Senator Barack Obama and his sister, Maya Soetoro-Ng, released the following statement on the death of their grandmother, Madelyn Dunham:
"It is with great sadness that we announce that our grandmother, Madelyn Dunham, has died peacefully after a battle with cancer. She was the cornerstone of our family, and a woman of extraordinary accomplishment, strength, and humility," the official statement reads.
"She was the person who encouraged and allowed us to take chances. She was proud of her grandchildren and great-grandchildren and left this world with the knowledge that her impact on all of us was meaningful and enduring. Our debt to her is beyond measure," the statement from Barack Obama and his sister continues.
"Our family wants to thank all of those who sent flowers, cards, well-wishes, and prayers during this difficult time. It brought our grandmother and us great comfort," Obama and his sister pointed out.
"Our grandmother was a private woman, and we will respect her wish for a small private ceremony to be held at a later date," they stated.
"In lieu of flowers, we ask that you make a donation to any worthy organization in search of a cure for cancer."
Madelyn Payne Dunham was 86.
Obama learned of her death Monday morning while he was campaigning in Jacksonville, Fla. He planned to go ahead with campaign appearances.
Republican John McCain issued condolences to his opponent. "Our thoughts and prayers go out to them as they remember and celebrate the life of someone who had such a profound impact in their lives," the statement by John and Cindy McCain said.
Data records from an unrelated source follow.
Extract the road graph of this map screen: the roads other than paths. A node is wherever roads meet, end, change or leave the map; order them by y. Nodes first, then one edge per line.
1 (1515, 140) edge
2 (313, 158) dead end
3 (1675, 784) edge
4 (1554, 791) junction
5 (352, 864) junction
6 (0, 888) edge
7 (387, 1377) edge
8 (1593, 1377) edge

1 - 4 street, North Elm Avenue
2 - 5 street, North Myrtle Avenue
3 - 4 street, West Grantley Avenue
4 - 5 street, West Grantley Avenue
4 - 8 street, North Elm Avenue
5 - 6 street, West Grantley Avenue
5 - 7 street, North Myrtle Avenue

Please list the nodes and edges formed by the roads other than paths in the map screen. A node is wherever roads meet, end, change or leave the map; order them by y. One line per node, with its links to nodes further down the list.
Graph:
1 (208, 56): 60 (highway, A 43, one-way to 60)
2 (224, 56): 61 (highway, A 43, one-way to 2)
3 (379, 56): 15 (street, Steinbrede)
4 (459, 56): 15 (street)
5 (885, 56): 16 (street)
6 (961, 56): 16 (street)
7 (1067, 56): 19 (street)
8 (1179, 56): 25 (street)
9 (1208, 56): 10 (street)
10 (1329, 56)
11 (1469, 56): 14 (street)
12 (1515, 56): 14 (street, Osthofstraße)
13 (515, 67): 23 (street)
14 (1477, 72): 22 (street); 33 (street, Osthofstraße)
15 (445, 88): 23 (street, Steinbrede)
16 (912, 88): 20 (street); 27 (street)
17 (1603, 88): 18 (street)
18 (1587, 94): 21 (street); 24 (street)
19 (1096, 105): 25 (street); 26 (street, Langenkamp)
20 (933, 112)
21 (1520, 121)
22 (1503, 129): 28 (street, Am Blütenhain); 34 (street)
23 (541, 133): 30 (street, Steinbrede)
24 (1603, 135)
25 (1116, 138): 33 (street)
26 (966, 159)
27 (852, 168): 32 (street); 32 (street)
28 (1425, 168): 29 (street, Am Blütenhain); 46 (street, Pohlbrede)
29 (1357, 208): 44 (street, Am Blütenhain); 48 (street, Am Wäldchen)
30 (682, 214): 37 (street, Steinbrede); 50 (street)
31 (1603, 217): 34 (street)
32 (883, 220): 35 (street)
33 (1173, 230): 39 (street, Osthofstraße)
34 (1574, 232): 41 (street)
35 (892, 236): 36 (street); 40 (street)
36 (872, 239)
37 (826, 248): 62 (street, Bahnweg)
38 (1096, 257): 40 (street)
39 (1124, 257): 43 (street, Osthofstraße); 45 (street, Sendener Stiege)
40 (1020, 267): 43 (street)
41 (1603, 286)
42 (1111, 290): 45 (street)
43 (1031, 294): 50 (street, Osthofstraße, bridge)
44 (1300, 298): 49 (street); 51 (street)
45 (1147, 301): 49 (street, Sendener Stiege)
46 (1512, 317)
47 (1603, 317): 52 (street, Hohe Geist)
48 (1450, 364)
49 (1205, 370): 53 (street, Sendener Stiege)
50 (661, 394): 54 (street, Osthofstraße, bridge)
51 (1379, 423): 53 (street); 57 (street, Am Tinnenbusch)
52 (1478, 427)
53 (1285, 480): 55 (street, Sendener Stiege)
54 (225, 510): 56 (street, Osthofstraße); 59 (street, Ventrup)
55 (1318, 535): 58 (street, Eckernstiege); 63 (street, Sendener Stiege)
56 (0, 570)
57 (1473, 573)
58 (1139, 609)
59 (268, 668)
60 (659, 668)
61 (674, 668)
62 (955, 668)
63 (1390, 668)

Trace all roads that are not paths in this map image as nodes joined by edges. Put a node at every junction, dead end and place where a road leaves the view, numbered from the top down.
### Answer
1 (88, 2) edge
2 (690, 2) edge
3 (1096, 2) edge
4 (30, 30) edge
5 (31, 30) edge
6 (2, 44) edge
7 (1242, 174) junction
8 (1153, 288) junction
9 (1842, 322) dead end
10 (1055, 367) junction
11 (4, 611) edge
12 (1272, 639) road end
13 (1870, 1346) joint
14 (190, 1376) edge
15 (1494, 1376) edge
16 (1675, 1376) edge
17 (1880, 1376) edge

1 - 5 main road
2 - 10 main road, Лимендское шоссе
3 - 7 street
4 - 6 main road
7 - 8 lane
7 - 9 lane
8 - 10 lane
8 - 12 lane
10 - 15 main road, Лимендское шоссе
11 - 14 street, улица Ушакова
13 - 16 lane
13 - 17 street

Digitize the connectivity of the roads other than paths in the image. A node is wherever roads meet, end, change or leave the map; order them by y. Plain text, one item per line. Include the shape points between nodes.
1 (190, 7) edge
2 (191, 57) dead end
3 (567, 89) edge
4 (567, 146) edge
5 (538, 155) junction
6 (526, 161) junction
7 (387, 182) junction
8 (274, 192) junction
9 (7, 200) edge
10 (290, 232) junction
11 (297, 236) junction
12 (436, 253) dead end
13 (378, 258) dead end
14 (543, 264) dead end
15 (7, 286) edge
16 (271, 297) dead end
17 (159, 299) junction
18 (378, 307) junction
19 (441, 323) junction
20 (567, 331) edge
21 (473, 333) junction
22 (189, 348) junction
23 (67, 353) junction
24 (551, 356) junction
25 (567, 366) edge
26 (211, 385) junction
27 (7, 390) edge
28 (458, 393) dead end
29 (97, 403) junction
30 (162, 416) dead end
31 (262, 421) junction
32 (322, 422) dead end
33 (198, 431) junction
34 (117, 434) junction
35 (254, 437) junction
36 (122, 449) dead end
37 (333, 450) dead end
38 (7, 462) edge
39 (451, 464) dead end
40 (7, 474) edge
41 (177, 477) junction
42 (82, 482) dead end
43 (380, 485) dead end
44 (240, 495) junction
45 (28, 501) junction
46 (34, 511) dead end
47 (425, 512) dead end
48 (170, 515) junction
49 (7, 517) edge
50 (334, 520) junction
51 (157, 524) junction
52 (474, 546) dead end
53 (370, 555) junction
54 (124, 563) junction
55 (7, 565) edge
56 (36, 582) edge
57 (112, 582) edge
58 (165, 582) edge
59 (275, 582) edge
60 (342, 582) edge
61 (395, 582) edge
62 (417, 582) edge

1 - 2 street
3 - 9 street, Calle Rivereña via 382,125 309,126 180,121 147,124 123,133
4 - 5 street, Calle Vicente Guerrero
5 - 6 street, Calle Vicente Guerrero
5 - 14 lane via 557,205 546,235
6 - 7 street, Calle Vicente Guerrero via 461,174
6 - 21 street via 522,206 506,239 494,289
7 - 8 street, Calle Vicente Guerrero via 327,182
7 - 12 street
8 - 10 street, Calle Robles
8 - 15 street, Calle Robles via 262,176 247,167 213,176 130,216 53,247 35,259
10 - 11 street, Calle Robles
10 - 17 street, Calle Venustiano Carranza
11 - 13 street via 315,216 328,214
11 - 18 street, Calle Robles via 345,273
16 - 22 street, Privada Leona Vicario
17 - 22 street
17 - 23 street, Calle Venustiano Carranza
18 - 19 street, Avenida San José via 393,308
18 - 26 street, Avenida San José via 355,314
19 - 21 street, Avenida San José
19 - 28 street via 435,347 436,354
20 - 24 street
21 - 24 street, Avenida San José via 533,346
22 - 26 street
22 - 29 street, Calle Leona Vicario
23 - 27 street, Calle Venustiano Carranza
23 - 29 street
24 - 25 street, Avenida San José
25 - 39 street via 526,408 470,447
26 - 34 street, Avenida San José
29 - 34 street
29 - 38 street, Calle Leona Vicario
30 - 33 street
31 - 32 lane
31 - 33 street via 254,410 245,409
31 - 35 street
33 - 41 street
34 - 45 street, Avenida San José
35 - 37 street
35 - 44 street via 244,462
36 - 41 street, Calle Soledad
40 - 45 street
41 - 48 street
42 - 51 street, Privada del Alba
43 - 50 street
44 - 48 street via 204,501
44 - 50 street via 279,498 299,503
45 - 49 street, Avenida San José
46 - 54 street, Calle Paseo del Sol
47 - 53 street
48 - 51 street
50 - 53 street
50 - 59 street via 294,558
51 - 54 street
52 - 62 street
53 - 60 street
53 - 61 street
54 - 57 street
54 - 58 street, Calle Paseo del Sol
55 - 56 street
"She's the one who taught me about hard work," Barack Obama said. "She's the one who put off buying a new car or a new dress for herself so that I could have a better life. She poured everything she had into me."
Obama's sister, Maya Soetoro-Ng, says their grandmother had a lot to do with shaping Obama's level-headed personality.
"From our grandmother, he gets his pragmatism, his levelheadedness, his ability to stay centered in the eye of the story," Maya Soetoro-Ng said. She added that Barack gets his sensible, no-nonsense attitude from grandmother Madelyn Dunham as well.
Based on polls, and other input, many political pundits are expecting that Barack Obama has a good chance to win the election and become the first black man to become President of the United States. If voters agree, it will be a historical moment. Of course, Obama's grandmother would have been proud to see it happen, if she could, but, probably was also very proud that her grandson grew up to be someone millions in the United States, and around the world, could and would approve of.